On February 26, 2025, the parties filed a Stipulation and Joint Motion for An Agreed Order
Granting Stay Relief, Abandonment, and Transfer of Debtor’s Accounts Receivable And Related
Documentation And Records (the “Stipulation”). [Docket No. 351.] Paragraph 15 of this agreed
document provided that: “[A]s time goes by, the Morsey [accounts receivable] may be more
difficult to collect.” After noticing this agreed motion for objection, on March 13, 2025, the Court
entered an order approving the Stipulation. [Docket No. 357] The Stipulation had the effect of
divesting the Trustee of the control and responsibility of collecting the accounts receivable and
returned control of that collection back to CFSB.

A few months later, CFSB sent out its own demand letters in an attempt to collect the
accounts receivable.
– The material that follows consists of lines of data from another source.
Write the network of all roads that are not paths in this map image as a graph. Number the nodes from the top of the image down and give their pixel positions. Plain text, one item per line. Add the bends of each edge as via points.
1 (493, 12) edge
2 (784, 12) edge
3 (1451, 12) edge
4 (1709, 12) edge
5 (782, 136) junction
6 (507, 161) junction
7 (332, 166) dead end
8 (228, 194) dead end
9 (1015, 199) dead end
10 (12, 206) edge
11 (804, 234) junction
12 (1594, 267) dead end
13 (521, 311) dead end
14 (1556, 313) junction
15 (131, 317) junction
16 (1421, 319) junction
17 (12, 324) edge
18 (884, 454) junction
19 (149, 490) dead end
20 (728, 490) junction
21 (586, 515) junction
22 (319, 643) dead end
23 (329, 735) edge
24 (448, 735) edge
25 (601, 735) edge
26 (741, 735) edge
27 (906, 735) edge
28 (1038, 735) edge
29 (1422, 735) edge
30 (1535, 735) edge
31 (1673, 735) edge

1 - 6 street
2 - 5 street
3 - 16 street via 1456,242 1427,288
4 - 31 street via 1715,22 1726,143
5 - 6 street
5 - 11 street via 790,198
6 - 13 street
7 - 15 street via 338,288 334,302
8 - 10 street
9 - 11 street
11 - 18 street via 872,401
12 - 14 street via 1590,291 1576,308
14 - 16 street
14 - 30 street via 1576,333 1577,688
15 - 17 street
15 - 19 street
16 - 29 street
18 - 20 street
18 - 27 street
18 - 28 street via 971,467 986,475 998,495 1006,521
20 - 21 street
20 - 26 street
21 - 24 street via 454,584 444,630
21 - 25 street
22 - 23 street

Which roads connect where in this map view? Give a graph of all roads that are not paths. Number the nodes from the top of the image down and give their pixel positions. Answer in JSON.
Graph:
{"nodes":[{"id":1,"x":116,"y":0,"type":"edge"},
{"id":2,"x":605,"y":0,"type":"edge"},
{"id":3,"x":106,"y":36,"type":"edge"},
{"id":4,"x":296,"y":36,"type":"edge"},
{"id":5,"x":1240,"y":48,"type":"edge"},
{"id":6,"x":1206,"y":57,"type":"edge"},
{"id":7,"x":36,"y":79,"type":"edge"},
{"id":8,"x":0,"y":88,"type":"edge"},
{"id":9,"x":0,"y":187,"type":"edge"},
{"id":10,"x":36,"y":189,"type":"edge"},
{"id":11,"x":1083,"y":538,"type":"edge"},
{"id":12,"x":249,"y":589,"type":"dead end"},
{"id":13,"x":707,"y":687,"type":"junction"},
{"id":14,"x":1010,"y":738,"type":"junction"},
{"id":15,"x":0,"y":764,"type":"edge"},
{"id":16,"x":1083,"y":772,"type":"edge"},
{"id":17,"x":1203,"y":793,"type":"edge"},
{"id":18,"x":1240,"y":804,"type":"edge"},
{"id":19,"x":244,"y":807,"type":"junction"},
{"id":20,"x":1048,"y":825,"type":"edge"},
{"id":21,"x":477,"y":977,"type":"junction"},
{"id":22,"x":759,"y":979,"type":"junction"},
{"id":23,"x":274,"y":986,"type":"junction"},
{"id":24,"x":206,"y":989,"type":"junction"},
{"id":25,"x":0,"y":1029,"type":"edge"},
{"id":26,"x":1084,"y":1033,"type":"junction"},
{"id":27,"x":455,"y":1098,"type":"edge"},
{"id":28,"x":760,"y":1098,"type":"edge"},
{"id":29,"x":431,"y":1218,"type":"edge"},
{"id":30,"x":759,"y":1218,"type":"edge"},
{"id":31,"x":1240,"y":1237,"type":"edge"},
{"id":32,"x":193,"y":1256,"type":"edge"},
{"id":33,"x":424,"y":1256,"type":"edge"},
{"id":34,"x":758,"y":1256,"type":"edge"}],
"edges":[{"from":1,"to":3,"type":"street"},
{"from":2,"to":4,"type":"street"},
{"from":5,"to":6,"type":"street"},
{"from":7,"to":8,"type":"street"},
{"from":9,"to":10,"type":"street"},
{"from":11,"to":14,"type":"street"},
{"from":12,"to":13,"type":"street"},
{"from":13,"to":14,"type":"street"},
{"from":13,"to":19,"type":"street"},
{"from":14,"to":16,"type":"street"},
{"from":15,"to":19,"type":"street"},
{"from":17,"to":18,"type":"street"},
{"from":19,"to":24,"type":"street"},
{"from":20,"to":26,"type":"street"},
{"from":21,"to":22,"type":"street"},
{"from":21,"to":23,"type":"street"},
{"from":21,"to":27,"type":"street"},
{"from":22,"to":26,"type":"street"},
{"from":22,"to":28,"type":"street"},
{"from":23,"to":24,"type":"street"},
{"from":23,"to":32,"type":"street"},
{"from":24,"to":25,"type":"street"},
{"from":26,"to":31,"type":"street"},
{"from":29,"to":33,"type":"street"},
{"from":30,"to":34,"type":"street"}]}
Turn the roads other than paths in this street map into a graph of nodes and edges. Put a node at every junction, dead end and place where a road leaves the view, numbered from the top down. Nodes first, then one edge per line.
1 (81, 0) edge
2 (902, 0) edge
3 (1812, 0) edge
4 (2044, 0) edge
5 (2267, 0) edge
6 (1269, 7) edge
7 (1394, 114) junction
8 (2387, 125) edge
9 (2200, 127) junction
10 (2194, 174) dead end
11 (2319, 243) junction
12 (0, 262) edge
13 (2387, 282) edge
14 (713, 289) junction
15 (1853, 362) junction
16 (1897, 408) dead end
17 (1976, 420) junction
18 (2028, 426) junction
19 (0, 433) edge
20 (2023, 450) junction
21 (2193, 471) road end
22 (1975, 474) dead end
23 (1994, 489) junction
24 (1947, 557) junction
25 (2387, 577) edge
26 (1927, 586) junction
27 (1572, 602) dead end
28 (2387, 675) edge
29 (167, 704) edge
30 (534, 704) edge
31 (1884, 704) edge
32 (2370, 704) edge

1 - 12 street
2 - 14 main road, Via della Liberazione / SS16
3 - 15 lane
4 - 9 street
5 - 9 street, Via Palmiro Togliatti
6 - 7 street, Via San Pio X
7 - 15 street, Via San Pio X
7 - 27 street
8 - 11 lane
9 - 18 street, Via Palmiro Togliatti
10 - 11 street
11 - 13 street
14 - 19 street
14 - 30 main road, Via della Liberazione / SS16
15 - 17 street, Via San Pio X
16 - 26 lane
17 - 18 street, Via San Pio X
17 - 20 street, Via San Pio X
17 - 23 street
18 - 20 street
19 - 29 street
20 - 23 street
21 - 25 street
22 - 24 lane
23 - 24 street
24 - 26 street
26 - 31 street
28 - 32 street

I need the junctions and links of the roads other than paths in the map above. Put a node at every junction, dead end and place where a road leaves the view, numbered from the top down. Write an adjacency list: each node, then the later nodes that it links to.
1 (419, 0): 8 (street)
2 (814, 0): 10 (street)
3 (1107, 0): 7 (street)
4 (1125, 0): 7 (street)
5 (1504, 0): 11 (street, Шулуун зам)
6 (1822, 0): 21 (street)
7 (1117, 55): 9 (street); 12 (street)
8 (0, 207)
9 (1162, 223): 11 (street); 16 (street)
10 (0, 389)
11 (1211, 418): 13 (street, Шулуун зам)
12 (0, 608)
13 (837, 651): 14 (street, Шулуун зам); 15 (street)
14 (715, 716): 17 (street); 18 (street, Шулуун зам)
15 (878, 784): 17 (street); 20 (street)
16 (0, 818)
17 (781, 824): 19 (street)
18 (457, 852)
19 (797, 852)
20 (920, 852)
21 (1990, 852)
On or about April 21, 2025, 39 days after the Court approved the Stipulation,
CFSB began sending demand letters and taking necessary steps to begin collection of the accounts
receivable. As of the date of the Complaint, CFSB alleges that it has only received $552,610.94
in accounts receivable owed to the Debtor. CFSB alleges that as a result of the Trustee’s failure to
collect the accounts receivable during the period of the Agreement, the Debtor’s obligations to
CFSB are $3,273,844.37 in claims.

On July 18, 2005, CFSB filed this Complaint against the Defendants. As stated above, the
Complaint contains two separate Counts. Count I accuses the Trustee of Breach of Fiduciary Duty.
Count II of the Complaint alleges Negligence. CFSB seeks a monetary judgment and that it be
allowed to collect such damages from the Trustee’s bond in this bankruptcy case. The Trustee
responded with the Motion to Dismiss.
On September 2, 2025, CFSB filed a Motion for Leave to Amend Complaint (the “Motion
to Amend”). In the motion, CFSB seeks to add the United States as a nominal party for the use
and benefit of CFSB as required under Fed. R. Bankr. P. 2010(b) and adds a count for proceeding
on the Trustee’s bond. The proposed amended complaint did not seek to add any additional factual

allegations or causes of action against the Trustee. The Trustee opposed the Motion to Amend.
The Motion to Amend is also under submission to the Court.
The Court held a hearing on the Motion to Dismiss and Motion to Amend on September
25, 2025. At that hearing, the Court inquired of counsel from CFSB if the Trustee’s alleged delay
in collecting the accounts receivable had caused those accounts to become time barred due to some
statute of limitations. Counsel responded that he did not know if that was the case.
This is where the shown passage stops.